SCHÖMA LO10 aus der Gartenanlage von Jens Schöpchen.
SCHÖMA LO10 aus der Gartenanlage von Jens Schöpchen.

Modell

Übersicht

Das Modell ist für den leichten Nachbau sehr einfach konstruiert. Es gibt drei Baugruppen:

  • Antriebsblock
  • Lokrahmen mit Puffern
  • Aufbauten mit Front- und Rückblech sowie Motorhaube inkl. der Dinge „unter der Haube“

29 verschiedene Bauteile aus dem 3D-Drucker ergeben das Modell:

Werkzeuge und Materialien

Die meisten Details zum Thema „Werkzeuge, Montage und Materialen“ wurden im Artikel zur Grubenlok HELGA (siehe Artikel 139: „Grubenlok HELGA H 22/2“) beschrieben.

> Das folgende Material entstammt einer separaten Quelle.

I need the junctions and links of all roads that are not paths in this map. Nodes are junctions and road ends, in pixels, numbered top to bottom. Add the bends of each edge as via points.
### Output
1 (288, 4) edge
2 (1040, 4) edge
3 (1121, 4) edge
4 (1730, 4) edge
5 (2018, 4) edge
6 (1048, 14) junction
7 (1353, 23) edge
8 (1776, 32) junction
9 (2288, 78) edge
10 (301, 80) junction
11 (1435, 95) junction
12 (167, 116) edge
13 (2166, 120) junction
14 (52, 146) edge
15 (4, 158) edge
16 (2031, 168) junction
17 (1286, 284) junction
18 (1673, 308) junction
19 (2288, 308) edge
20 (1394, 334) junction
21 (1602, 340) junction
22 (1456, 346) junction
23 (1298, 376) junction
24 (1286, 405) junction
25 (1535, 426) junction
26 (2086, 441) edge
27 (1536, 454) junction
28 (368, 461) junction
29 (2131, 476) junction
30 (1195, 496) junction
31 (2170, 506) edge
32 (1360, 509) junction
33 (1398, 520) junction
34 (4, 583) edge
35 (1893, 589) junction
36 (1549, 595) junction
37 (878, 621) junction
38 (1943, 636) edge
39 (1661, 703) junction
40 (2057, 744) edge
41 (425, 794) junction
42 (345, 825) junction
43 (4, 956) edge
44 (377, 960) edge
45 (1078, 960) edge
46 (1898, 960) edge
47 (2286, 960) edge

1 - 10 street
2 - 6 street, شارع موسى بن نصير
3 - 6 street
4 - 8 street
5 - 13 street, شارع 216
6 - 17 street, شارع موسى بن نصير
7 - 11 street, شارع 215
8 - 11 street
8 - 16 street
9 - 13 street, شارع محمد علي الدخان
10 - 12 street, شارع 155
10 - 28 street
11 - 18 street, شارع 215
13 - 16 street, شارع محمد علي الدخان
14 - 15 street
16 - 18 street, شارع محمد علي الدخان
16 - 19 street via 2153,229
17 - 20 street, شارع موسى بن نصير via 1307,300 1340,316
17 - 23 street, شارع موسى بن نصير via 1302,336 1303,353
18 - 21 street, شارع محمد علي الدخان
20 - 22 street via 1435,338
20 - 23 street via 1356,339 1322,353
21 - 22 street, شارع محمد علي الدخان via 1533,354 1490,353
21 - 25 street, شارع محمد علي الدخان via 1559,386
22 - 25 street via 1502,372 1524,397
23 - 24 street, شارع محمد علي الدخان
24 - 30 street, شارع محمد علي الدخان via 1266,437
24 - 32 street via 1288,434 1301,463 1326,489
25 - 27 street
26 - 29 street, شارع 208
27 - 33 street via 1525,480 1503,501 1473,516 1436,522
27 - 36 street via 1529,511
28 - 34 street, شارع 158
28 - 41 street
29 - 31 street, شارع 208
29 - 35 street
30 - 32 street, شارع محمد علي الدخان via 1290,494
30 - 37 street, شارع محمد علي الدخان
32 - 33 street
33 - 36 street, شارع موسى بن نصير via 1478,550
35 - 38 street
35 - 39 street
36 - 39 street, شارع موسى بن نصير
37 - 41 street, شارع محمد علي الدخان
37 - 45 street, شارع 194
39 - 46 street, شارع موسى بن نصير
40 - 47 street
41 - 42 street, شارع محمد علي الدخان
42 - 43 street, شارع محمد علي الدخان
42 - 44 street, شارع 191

Änderungen gibt es im Bereich der Ballastgewichte. Für diese SCHÖMA-Lok habe ich statt der vergossenen Bleikugeln ausschließlich selbstklebende Auswuchtgewichte verwendet. Diese gibt es in 2 Größen:

  • 5 g Gewicht mit den Abmessungen 11,6 x 3,9 x 19 mm (ca. 12 x 20 mm)
  • 10 g Gewicht mit den Abmessungen 23 x 3,9 x 19 mm (ca. 24 x 20 mm)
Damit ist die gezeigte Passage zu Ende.